The annual national conference of the International Association for Human Resource Information Management has been the gathering of the tribe for decades. Last month in Houston, the drums sounded again -- to a slightly different beat.

By Bill Kutik

Every industry is really like a small town: where everyone knows one another, has worked with or competed against everyone, hired and fired one another, flirted and whatever. Unlike a real small town, however, an industry town is virtual: so geographically spread across the country that its inhabitants physically come together in one place only a couple of times a year.

IHRIM's annual conference has for decades been that place for the practitioners, vendors and consultants in the HR technology industry. And, after a mere 10 years, I like to think the HR Technology® Conference, held annually in October, has become another one.

I've long considered IHRIM -- a nonprofit professional association -- to be the equivalent of our small town's high school football team or local newspaper.

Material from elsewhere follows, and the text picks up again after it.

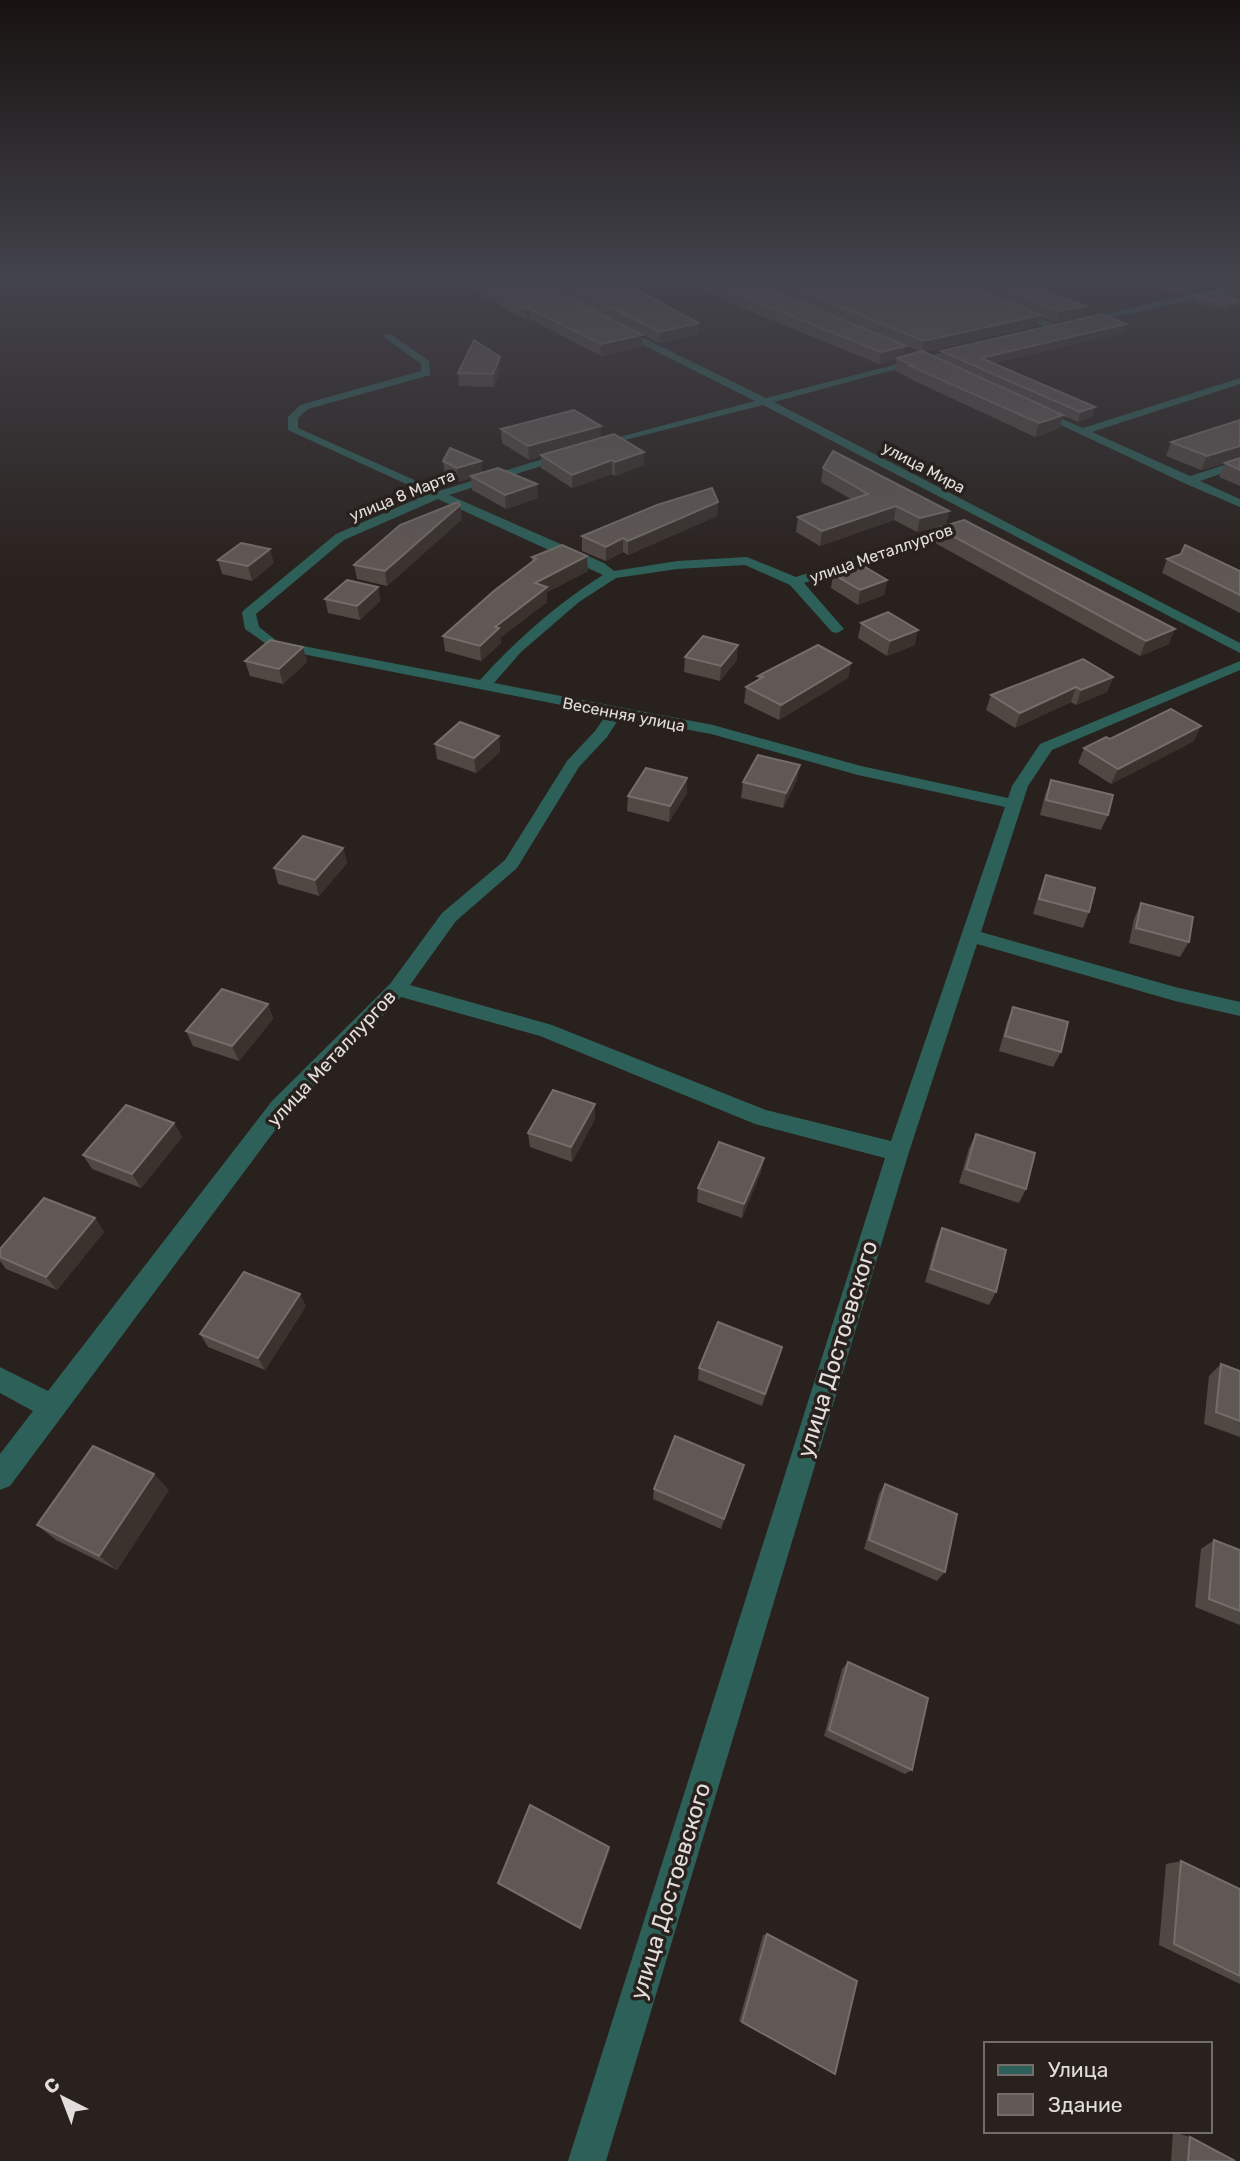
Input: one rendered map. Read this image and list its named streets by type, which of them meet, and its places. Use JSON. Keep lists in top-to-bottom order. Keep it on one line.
{"streets":{"street":["улица Мира","улица 8 Марта","улица Металлургов","Весенняя улица","улица Достоевского"]},"crossings":[["улица Мира","улица Металлургов"],["улица 8 Марта","Весенняя улица"],["улица Металлургов","Весенняя улица"],["Весенняя улица","улица Достоевского"]],"legend":["Улица","Здание"],"north":"top left"}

You may be the only grocery store in town and everybody knows where you are but you still buy advertising to support the newspaper because it's a vital local institution. Or buy jerseys for the football team for the same reason.

And you attend this conference not just to see old friends (and make new ones) but to find out what's hot, like this:

Meta4 is back! The Spanish HCM vendor, which first came to the United States in 1998 looking (and failing) to find its first American customer, now is implementing one (Exide Technologies) and has signed 10 American subsidiaries of foreign companies, as well.

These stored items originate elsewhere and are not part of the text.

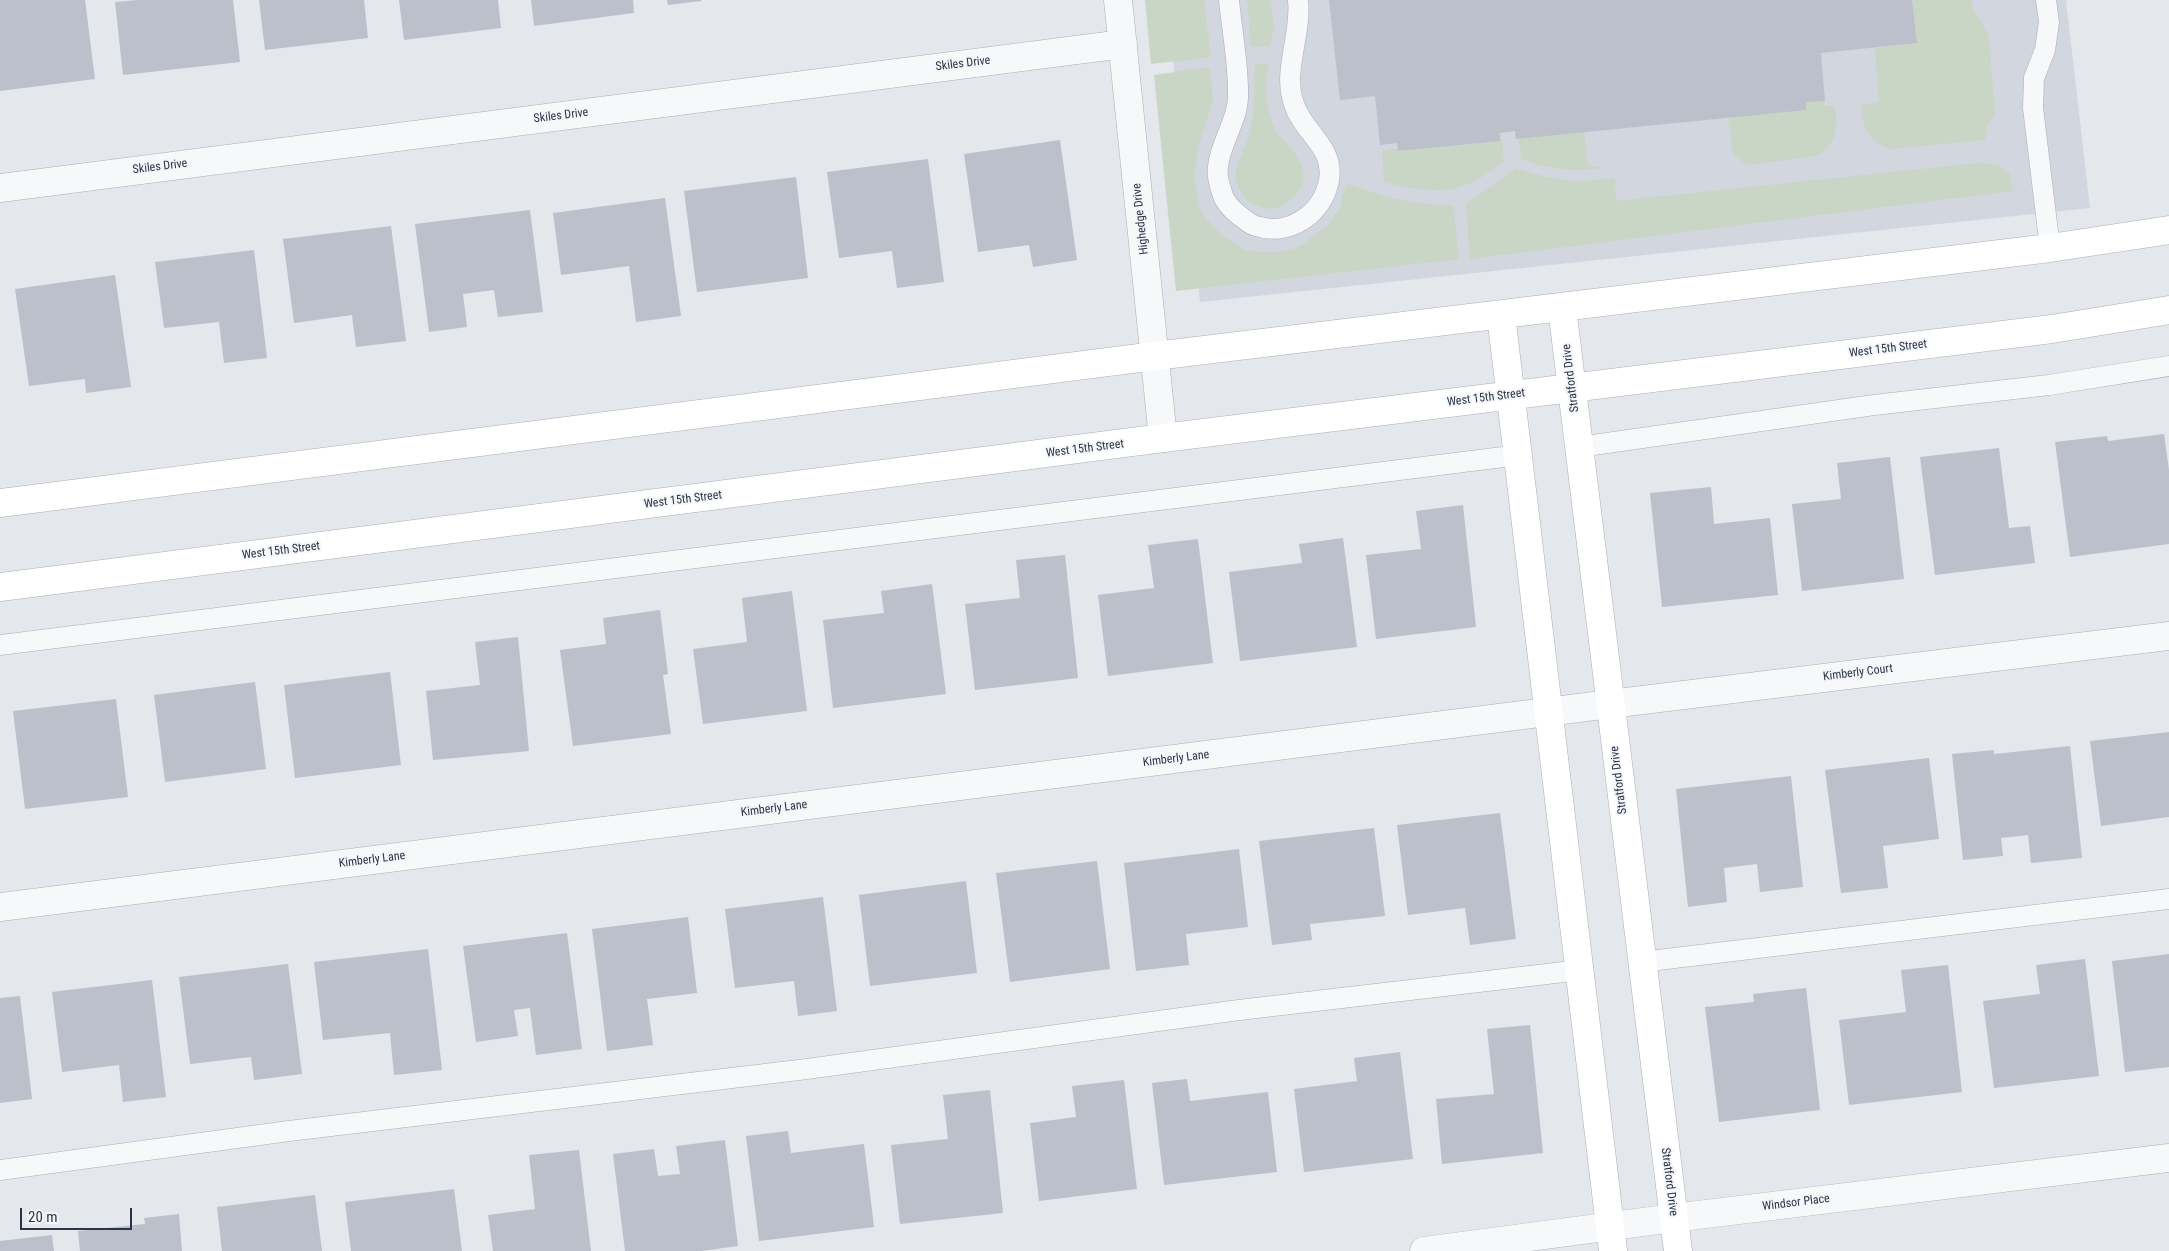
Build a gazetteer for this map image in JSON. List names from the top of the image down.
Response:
{
  "streets": {
    "main road": ["West 15th Street", "Stratford Drive"],
    "street": [
      "Skiles Drive",
      "Highedge Drive",
      "Kimberly Court",
      "Kimberly Lane",
      "Windsor Place"
    ]
  },
  "crossings": [
    ["Skiles Drive", "Highedge Drive"],
    ["Highedge Drive", "West 15th Street"],
    ["West 15th Street", "Stratford Drive"],
    ["Stratford Drive", "Kimberly Court"],
    ["Stratford Drive", "Windsor Place"],
    ["Kimberly Court", "Kimberly Lane"]
  ],
  "scale_bar": "20 m"
}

After withdrawing from the U.S. market, Meta4 now has 1,200 customers worldwide, according to Carlos Diaz, the company's Pan-American Operations Director (which includes from the Canadian Arctic to Patagonia). It is already well established as the Spanish language (and Latin American rules-based) HCM for several major HR-BPO providers, including Hewitt, EDS and Deloitte. Meta4's new Miami and Atlanta offices have been open for nearly two years, so now with its first customer, the beachhead finally seems secure.

Nine years ago, its HCM seemed ahead of its time with its competencies and talent-management perspective (a point of view assisted by HR systems guru Naomi Lee Bloom), and now seems completely up to date, if not maybe slightly ahead of the HCM pack.

It runs on an advanced technology platform similar to Dave Duffield's Workday. And has an advanced analytical function I've never seen before, called Active Processes. Most analytics end when the final graph gets generated. Meta4 takes it a step further by using Artificial Intelligence to recommend actions for you to take to solve the problem just revealed. Nifty, at the very least, if not a competitive discriminator. Its knowledge-management module has been de-emphasized, but is still in the product.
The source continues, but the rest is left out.